Your assignment >>
Go through the data below and return each line where the string "Ленина" appears.

[Collected data]
════════════════
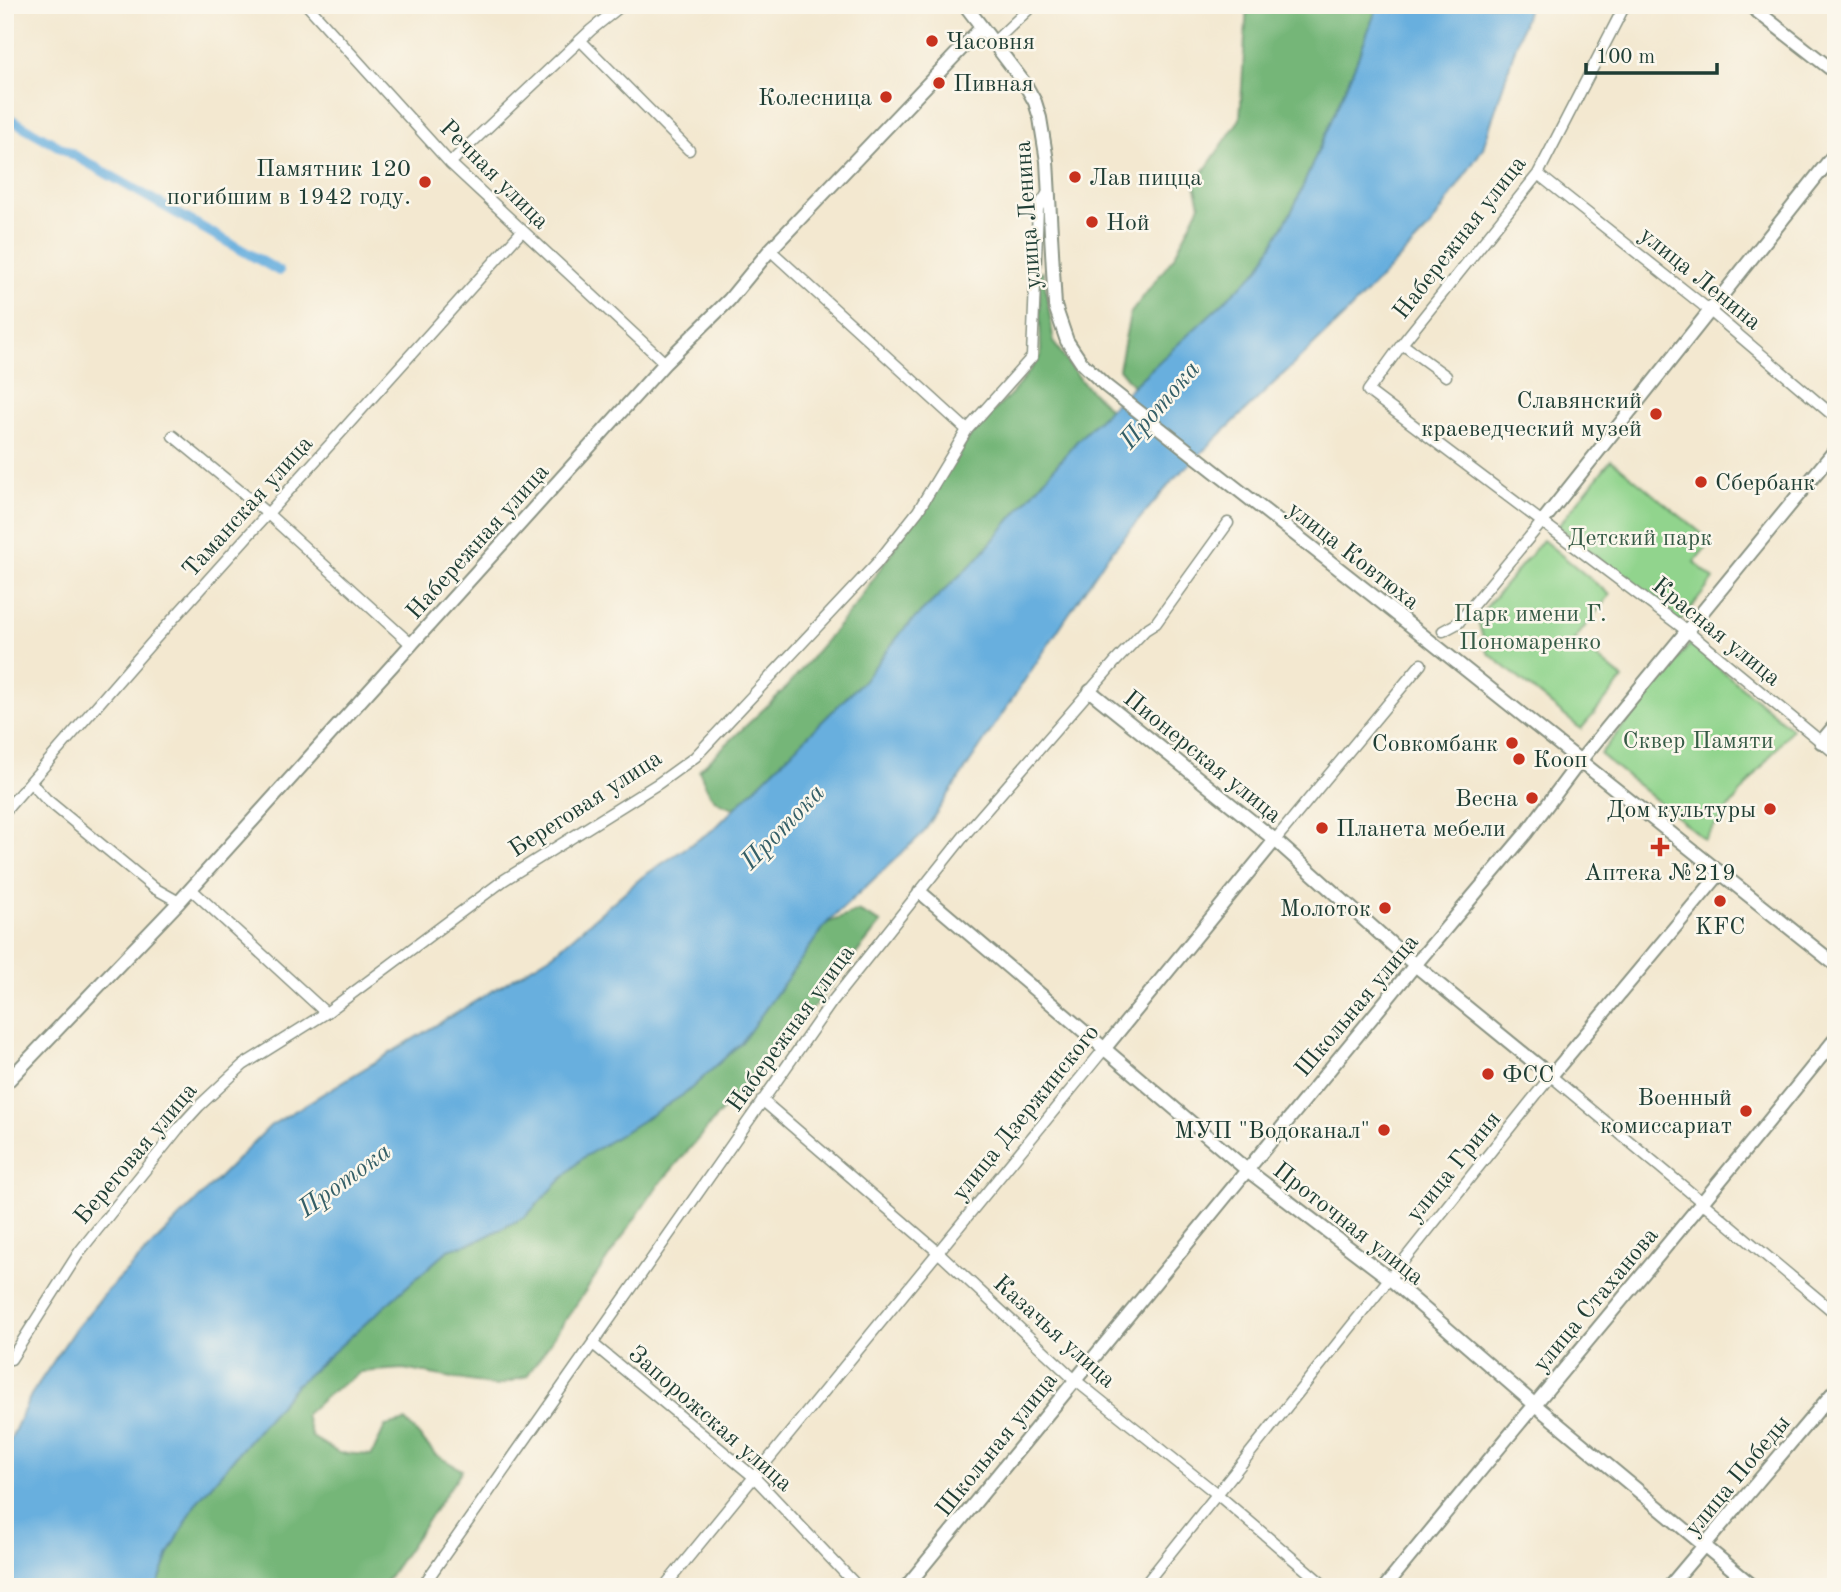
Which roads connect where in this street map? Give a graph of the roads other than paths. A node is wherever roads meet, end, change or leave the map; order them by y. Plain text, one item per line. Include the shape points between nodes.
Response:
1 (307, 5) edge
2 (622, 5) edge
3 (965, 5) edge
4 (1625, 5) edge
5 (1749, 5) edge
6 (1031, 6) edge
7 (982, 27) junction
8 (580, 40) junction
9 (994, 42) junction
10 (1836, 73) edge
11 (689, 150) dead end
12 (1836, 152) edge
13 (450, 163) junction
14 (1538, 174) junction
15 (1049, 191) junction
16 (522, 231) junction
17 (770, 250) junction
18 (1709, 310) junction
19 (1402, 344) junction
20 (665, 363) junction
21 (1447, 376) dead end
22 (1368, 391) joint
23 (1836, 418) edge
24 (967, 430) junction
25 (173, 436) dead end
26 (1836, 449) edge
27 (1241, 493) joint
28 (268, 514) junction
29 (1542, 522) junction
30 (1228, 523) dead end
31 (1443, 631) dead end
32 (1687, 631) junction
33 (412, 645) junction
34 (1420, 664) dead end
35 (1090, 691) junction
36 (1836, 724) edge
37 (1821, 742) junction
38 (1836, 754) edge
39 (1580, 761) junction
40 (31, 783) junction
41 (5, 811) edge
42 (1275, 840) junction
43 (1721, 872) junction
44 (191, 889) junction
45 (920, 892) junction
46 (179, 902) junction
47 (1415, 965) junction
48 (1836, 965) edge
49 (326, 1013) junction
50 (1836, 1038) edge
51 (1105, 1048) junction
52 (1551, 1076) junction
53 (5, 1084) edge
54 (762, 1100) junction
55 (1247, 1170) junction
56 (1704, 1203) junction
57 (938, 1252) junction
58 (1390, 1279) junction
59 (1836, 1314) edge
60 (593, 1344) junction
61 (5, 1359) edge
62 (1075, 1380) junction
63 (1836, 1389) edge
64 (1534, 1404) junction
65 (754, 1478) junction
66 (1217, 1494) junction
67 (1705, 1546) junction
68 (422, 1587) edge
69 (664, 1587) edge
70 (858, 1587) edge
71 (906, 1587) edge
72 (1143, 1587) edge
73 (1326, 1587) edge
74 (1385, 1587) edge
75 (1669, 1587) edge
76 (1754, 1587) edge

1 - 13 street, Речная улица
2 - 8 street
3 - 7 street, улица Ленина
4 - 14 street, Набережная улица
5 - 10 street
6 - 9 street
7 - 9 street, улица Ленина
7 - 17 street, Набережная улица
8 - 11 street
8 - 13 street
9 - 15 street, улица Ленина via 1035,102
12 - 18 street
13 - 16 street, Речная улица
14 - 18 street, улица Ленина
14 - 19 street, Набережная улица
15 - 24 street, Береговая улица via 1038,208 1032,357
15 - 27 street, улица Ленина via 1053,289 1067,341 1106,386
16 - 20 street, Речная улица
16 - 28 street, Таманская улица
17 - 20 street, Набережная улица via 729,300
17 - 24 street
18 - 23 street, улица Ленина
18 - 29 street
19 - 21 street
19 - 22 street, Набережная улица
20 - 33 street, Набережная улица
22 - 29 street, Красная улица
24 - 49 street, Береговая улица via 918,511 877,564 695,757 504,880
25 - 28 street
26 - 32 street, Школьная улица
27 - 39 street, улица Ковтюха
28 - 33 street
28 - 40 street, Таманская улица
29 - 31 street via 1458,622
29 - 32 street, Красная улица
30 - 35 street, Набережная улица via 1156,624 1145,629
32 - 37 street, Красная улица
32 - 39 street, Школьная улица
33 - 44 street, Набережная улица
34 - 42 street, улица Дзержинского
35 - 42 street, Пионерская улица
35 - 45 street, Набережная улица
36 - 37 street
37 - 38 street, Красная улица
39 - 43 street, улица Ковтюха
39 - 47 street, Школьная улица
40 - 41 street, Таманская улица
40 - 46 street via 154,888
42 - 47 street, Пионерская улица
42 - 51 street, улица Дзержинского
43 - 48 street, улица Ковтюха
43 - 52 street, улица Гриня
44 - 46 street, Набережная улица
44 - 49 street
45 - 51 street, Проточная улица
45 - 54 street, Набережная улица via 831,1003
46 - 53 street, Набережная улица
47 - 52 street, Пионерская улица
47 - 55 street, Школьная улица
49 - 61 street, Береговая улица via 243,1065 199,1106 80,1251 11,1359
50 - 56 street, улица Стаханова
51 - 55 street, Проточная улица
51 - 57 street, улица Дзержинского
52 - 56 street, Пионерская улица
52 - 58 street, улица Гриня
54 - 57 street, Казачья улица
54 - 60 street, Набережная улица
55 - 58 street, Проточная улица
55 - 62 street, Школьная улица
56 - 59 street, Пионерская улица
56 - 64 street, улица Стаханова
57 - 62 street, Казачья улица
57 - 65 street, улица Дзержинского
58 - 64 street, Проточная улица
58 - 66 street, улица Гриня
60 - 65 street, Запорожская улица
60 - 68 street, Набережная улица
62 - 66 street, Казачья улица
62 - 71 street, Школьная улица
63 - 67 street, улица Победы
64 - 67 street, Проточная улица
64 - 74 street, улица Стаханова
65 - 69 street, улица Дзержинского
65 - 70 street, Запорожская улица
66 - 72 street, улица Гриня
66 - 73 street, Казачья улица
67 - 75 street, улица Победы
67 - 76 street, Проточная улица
════════════════
Problem solution >>
3 - 7 street, улица Ленина
7 - 9 street, улица Ленина
9 - 15 street, улица Ленина via 1035,102
14 - 18 street, улица Ленина
15 - 27 street, улица Ленина via 1053,289 1067,341 1106,386
18 - 23 street, улица Ленина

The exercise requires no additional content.